Products like Soylent or Plumpynut are foods, not drugs. Replacing one's
entire diet with Soylent is logically equivalent to choosing to eat a banana
rather than an apple with your lunch today.

If you have kwashiorkor or beriberi or scurvy or pellagra, it is unlikely that
you could be effectively treated with Soylent, because it is formulated to
satisfy daily needs, rather than to correct a deficiency that may have taken
many months to manifest symptoms. It is designed to be a complete food, using
a recipe.

And if you watched the movie (it doesn't hurt all that much), you would know
that only Soylent _Green_ was made from people, rather than algae, as was
claimed. The Soylent company sold other types of food products, and everyone
ate mostly Soylent-brand foods, because they could not afford anything better.
In the film, all the extras got most of their nutrition from Soylent Orange or
Soylent Blue, or whatever those grubby-looking flakes were in the bins.
Soylent _Green_ always sold out early, and was in short supply.

Still... not the best naming decision.

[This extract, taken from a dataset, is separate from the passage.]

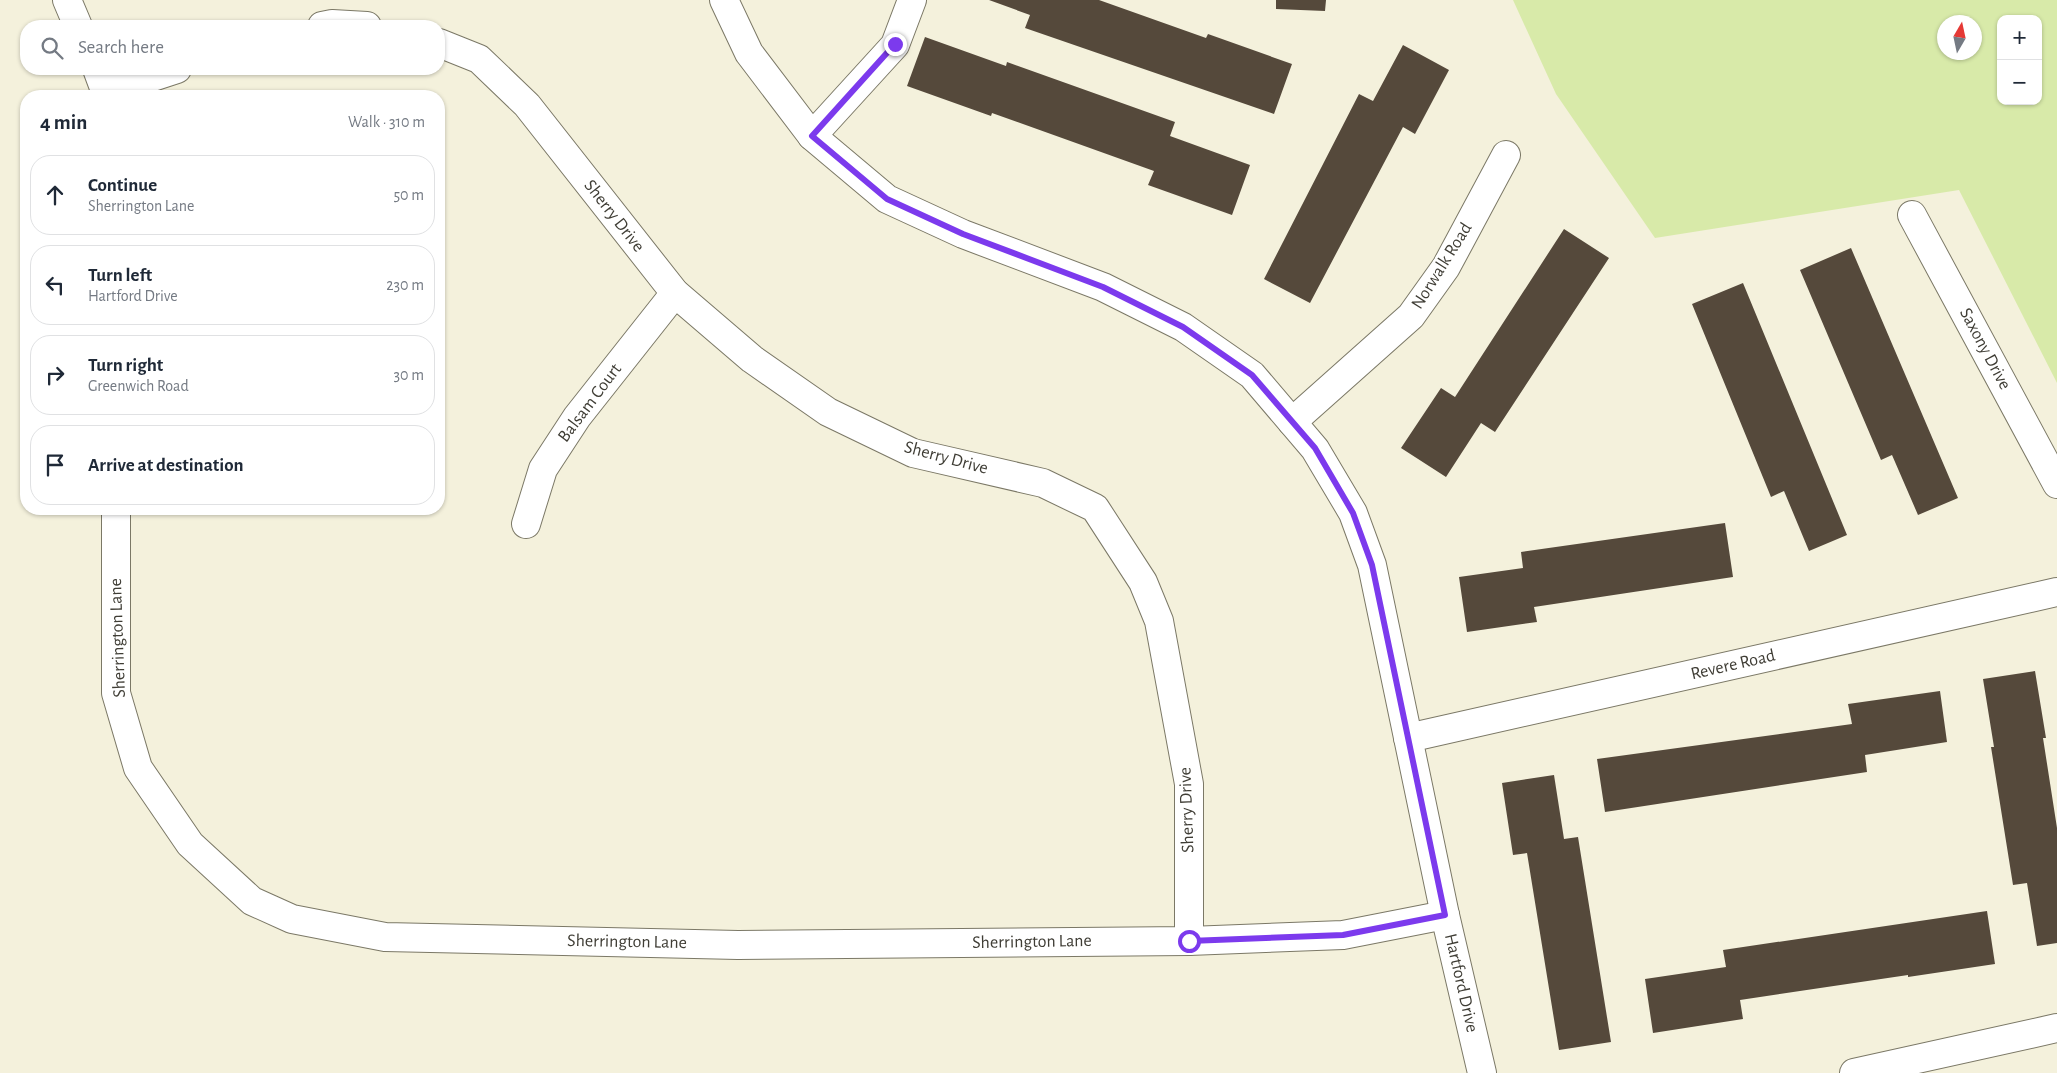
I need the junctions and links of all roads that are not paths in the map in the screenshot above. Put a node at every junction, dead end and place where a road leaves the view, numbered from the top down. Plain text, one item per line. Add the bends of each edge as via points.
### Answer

Most people haven't seen any more of
the movie than the scene where Heston cries "You've gotta tell 'em. Soylent
Green is people!"

------
CodeWriter23
The misconduct itself is not surprising, given that all drug studies required
for drug approval are performed by the company seeking the approval. The
cover-ups are also not surprising, given that industry insiders go back and
forth between jobs in Industry, and running the FDA.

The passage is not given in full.